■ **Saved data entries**
──────────

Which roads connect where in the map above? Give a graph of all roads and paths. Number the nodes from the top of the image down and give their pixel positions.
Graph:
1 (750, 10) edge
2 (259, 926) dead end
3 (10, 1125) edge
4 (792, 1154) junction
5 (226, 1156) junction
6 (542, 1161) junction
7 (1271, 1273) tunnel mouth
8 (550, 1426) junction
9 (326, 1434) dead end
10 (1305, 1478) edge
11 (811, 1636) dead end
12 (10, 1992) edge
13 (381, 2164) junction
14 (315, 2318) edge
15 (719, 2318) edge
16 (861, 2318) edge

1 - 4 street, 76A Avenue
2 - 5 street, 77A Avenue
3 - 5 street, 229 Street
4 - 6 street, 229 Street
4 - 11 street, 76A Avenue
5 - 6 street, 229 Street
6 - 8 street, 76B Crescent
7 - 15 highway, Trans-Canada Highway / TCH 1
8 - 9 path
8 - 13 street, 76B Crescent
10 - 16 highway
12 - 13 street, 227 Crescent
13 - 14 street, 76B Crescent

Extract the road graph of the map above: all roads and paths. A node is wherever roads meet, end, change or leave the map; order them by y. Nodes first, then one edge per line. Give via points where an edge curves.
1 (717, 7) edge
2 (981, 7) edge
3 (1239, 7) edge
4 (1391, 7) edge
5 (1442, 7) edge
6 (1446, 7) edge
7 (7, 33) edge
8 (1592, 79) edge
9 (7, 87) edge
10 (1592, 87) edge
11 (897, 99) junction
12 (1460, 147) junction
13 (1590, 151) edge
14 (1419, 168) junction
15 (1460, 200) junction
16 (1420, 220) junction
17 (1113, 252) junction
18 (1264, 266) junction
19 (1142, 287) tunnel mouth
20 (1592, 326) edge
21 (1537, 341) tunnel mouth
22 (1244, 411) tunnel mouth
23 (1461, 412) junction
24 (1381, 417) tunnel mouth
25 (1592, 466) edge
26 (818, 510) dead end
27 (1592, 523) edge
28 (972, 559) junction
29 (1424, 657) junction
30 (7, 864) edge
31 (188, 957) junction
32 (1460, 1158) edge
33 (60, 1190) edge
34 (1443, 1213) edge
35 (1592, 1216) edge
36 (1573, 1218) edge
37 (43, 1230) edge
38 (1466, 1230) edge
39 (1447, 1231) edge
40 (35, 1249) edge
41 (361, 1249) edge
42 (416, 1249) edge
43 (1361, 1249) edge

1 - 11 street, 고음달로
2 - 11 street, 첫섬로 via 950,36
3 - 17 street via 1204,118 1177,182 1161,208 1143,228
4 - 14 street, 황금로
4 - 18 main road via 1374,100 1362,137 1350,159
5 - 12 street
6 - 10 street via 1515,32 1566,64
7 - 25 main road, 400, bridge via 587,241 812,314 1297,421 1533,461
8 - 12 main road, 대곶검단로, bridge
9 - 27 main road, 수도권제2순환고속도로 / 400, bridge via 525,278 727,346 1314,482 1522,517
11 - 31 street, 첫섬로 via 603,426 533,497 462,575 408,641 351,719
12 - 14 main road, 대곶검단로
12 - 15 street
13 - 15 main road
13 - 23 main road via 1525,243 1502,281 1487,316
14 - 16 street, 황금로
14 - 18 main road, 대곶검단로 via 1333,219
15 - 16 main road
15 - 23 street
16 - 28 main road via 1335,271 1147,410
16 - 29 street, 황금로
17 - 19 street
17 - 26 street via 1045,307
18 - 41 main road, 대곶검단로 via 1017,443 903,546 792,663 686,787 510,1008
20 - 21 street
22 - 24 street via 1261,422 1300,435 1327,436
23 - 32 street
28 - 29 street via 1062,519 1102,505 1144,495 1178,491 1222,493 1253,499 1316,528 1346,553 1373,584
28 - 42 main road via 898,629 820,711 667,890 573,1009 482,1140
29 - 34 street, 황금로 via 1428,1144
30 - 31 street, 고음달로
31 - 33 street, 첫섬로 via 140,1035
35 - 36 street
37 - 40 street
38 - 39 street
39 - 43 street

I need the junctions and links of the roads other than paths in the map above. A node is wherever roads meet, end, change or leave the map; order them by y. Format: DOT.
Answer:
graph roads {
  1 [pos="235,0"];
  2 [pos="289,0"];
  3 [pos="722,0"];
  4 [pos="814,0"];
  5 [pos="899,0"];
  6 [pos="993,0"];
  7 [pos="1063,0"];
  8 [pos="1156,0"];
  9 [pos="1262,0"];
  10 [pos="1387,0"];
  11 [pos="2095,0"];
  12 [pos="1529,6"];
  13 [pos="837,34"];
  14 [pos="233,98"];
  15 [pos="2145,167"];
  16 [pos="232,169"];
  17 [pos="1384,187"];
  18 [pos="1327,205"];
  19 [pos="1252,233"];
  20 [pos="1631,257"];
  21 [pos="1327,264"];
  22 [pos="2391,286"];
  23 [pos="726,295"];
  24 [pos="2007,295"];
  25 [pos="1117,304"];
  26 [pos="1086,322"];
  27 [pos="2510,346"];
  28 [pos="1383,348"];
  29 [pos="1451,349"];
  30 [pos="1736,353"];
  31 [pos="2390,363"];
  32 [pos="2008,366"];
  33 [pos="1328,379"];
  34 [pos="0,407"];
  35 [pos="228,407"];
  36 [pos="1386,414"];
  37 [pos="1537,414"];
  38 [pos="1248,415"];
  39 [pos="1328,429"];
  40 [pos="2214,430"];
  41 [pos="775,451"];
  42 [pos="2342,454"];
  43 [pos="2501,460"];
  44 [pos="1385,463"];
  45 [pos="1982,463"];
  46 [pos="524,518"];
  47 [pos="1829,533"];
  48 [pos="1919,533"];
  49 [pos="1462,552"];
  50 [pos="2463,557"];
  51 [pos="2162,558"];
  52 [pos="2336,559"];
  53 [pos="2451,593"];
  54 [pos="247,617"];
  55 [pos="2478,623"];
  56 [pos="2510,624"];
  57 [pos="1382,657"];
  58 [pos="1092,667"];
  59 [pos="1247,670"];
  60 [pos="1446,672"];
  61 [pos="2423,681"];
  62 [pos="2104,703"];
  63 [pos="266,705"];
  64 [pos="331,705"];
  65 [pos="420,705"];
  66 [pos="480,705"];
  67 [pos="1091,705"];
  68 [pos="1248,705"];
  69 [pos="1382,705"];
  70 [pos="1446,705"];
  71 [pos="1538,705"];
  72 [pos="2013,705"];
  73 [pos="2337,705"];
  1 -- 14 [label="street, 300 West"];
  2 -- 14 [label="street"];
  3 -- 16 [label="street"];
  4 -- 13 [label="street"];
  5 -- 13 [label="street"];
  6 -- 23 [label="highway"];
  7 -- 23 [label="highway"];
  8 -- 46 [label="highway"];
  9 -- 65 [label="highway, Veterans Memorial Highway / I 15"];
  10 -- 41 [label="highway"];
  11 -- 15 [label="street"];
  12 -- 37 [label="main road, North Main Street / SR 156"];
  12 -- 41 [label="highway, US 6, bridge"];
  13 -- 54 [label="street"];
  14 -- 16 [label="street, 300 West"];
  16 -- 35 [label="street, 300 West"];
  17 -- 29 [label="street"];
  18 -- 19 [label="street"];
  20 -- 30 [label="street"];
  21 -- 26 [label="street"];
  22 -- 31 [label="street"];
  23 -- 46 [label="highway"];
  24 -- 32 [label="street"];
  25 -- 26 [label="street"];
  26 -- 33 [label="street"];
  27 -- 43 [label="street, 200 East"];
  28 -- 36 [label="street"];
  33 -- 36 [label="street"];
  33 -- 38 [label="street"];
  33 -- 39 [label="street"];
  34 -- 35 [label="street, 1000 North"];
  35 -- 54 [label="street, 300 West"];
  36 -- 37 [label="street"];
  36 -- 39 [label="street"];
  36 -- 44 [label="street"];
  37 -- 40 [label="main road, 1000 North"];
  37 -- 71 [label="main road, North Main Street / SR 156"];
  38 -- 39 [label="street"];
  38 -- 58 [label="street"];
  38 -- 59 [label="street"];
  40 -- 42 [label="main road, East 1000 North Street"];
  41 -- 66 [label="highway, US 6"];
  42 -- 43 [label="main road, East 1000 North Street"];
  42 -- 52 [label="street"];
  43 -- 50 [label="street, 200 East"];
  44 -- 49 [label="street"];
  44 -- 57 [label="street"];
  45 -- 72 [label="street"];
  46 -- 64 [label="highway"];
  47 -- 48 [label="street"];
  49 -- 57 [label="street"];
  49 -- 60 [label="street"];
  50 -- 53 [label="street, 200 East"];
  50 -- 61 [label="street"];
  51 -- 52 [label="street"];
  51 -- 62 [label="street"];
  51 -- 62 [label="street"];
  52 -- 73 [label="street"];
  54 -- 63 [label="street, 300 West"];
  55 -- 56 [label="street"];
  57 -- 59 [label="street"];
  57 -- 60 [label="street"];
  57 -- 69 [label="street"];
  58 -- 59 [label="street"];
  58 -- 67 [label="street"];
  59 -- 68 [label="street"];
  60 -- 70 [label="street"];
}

──────────

■ **WHAT TO WORK ON**
Report only the number of lines in the data above that contain "East".

■ **EXERCISE RESPONSE**
5